Work instruction:
Count, in the entries, the lines with "شارع". Answer with the number only.

━━━━━━━━━━━━━━━━━━━━

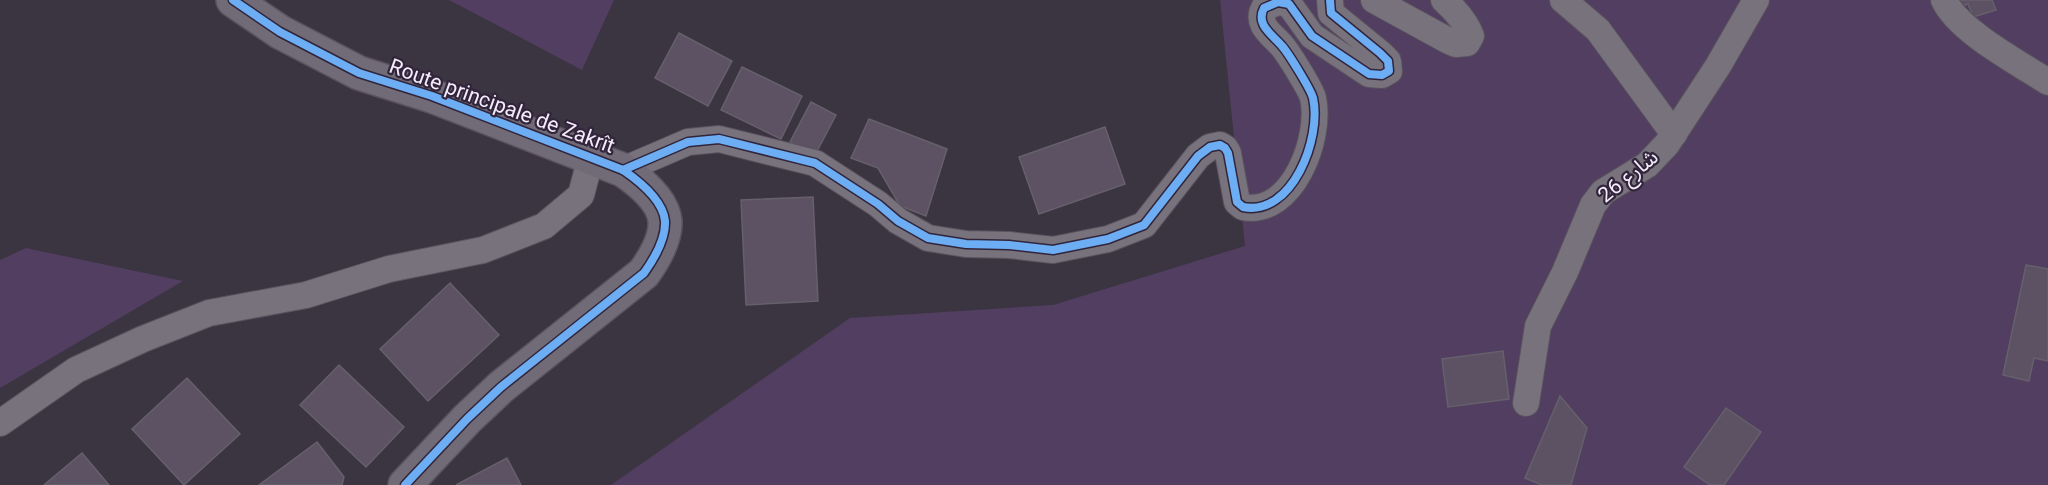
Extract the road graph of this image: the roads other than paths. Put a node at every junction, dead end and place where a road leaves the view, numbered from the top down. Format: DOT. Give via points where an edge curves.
graph roads {
  1 [pos="233,0"];
  2 [pos="1330,0"];
  3 [pos="1374,0"];
  4 [pos="1444,0"];
  5 [pos="1563,0"];
  6 [pos="1756,0"];
  7 [pos="1944,0"];
  8 [pos="2048,82"];
  9 [pos="1674,134"];
  10 [pos="591,157"];
  11 [pos="624,170"];
  12 [pos="1526,403"];
  13 [pos="0,423"];
  14 [pos="405,485"];
  1 -- 10 [label="street, Route principale de Zakrît" via="280,32 360,74 432,96"];
  2 -- 11 [label="street" via="1331,13 1380,53 1388,62 1389,71 1369,74 1312,36 1289,4 1278,2 1264,8 1262,22 1282,46 1313,97 1314,118 1310,149 1288,189 1272,204 1259,208 1243,207 1237,202 1228,153 1220,146 1210,147 1198,156 1144,225 1108,239 1053,249 927,238 814,163 719,139 688,142"];
  3 -- 4 [label="street" via="1447,40 1467,43 1470,31"];
  5 -- 9 [label="street" via="1598,30"];
  6 -- 9 [label="street, شارع 26"];
  7 -- 8 [label="street" via="1963,24"];
  9 -- 12 [label="street, شارع 26" via="1647,165 1603,192 1593,205 1538,326"];
  10 -- 11 [label="street, Route principale de Zakrît"];
  10 -- 13 [label="street" via="580,195 544,226 483,250 389,269 306,295 210,313 76,370"];
  11 -- 14 [label="street, Route principale de Zakrît" via="658,203 665,220 655,258 618,295 501,387"];
}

━━━━━━━━━━━━━━━━━━━━

Response to the exercise:
2